Critics’ Reviews

This new volume edited by two Queensland academics takes an innovative and practical approach to policing reform. In the first part ‘Challenges to reform’, the editors set out the nature and causes of police conduct, beginning with an excellent chapter on global trends and theoretical perspectives and moving on to specialised chapters on such themes as miscarriages of justice, race relations and sex discrimination. In the second part, ‘Innovations in creating ethical police departments’, each chapter looks at a different preventative strategy, from monitoring to changing procedures to situational or predictive testing or at a different complaint response mechanism, including independent investigation and alternative strategies.

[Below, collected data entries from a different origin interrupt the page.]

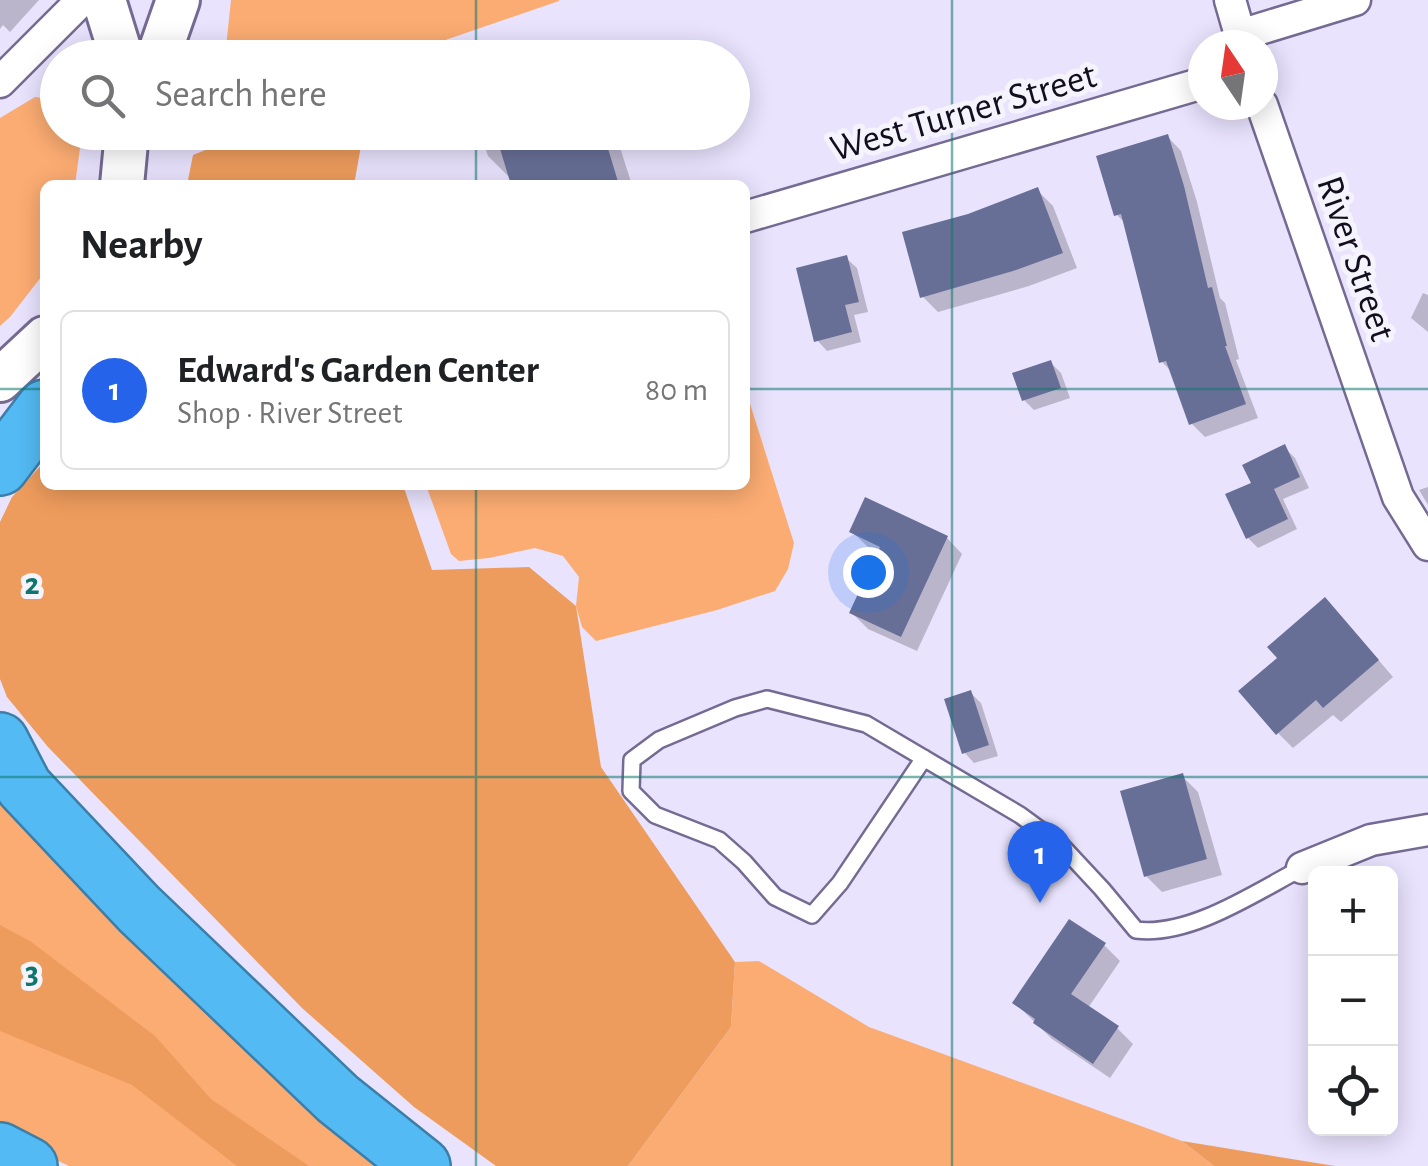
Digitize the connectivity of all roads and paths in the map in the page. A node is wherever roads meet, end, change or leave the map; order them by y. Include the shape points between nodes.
1 (82, 0) edge
2 (104, 0) edge
3 (126, 0) edge
4 (178, 0) edge
5 (1230, 0) edge
6 (1355, 0) edge
7 (1238, 30) edge
8 (1270, 30) edge
9 (42, 40) edge
10 (116, 40) edge
11 (138, 40) edge
12 (164, 40) edge
13 (40, 42) edge
14 (0, 82) edge
15 (1188, 87) edge
16 (1267, 120) edge
17 (131, 150) edge
18 (146, 150) edge
19 (138, 180) edge
20 (139, 180) edge
21 (750, 215) edge
22 (40, 343) edge
23 (0, 380) edge
24 (40, 401) edge
25 (40, 415) edge
26 (0, 437) edge
27 (0, 467) edge
28 (1428, 545) edge
29 (924, 758) junction
30 (8, 763) edge
31 (1428, 830) edge
32 (1302, 868) joint
33 (0, 1151) edge
34 (30, 1166) edge
35 (422, 1166) edge

1 - 9 street
2 - 10 main road
3 - 11 main road
4 - 12 main road
5 - 7 street
6 - 8 street
13 - 14 street
15 - 21 street, West Turner Street
16 - 28 street, River Street via 1398,497
17 - 19 main road
18 - 20 main road
22 - 23 main road
24 - 26 main road
25 - 27 highway
29 - 29 lane via 866,724 767,699 659,740 632,760 632,791 655,815 719,840 775,897 812,915
29 - 32 lane via 1061,845 1136,930 1200,920
30 - 35 highway via 140,909 258,1025
31 - 32 street via 1371,840
33 - 34 highway

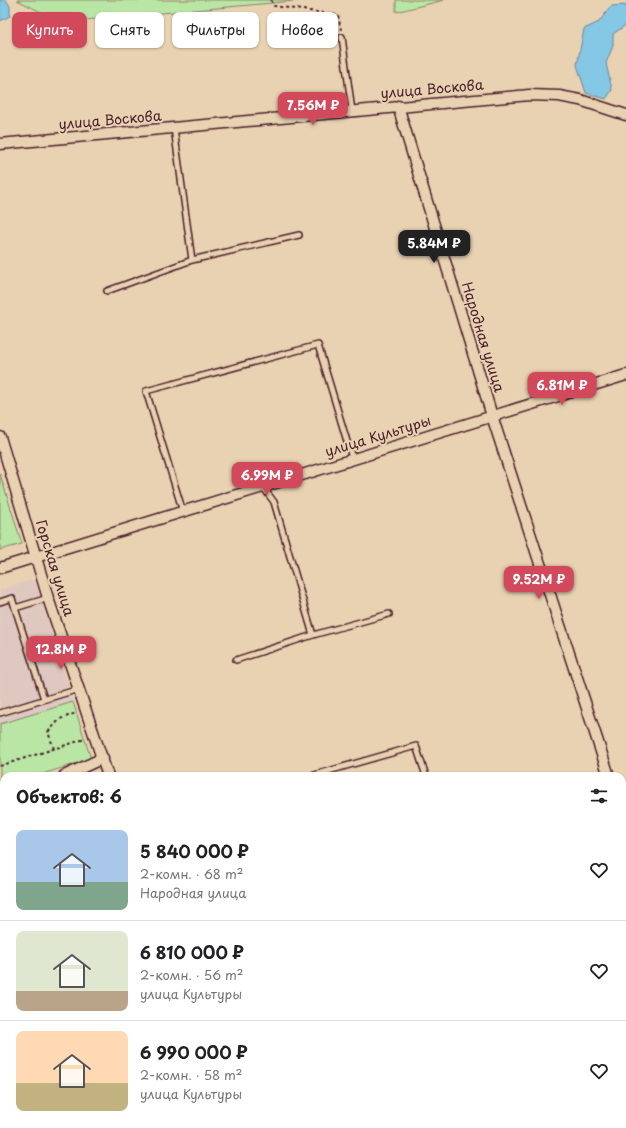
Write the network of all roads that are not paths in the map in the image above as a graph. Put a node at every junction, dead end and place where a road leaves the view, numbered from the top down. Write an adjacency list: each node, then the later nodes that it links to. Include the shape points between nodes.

This collection of essays by different authors has distinct strengths. The writing style, format and chapter structure make the contents readily accessible to the wide readership targeted by the editors. Particularly impressive is the clear and cohesive style sustained throughout, especially in the consistent style of the introductory paragraphs and sub-titles in each chapter, The interdisciplinary approach, highlighting both the socio-legal aspects and political realities of policing in contemporary society, is also striking. …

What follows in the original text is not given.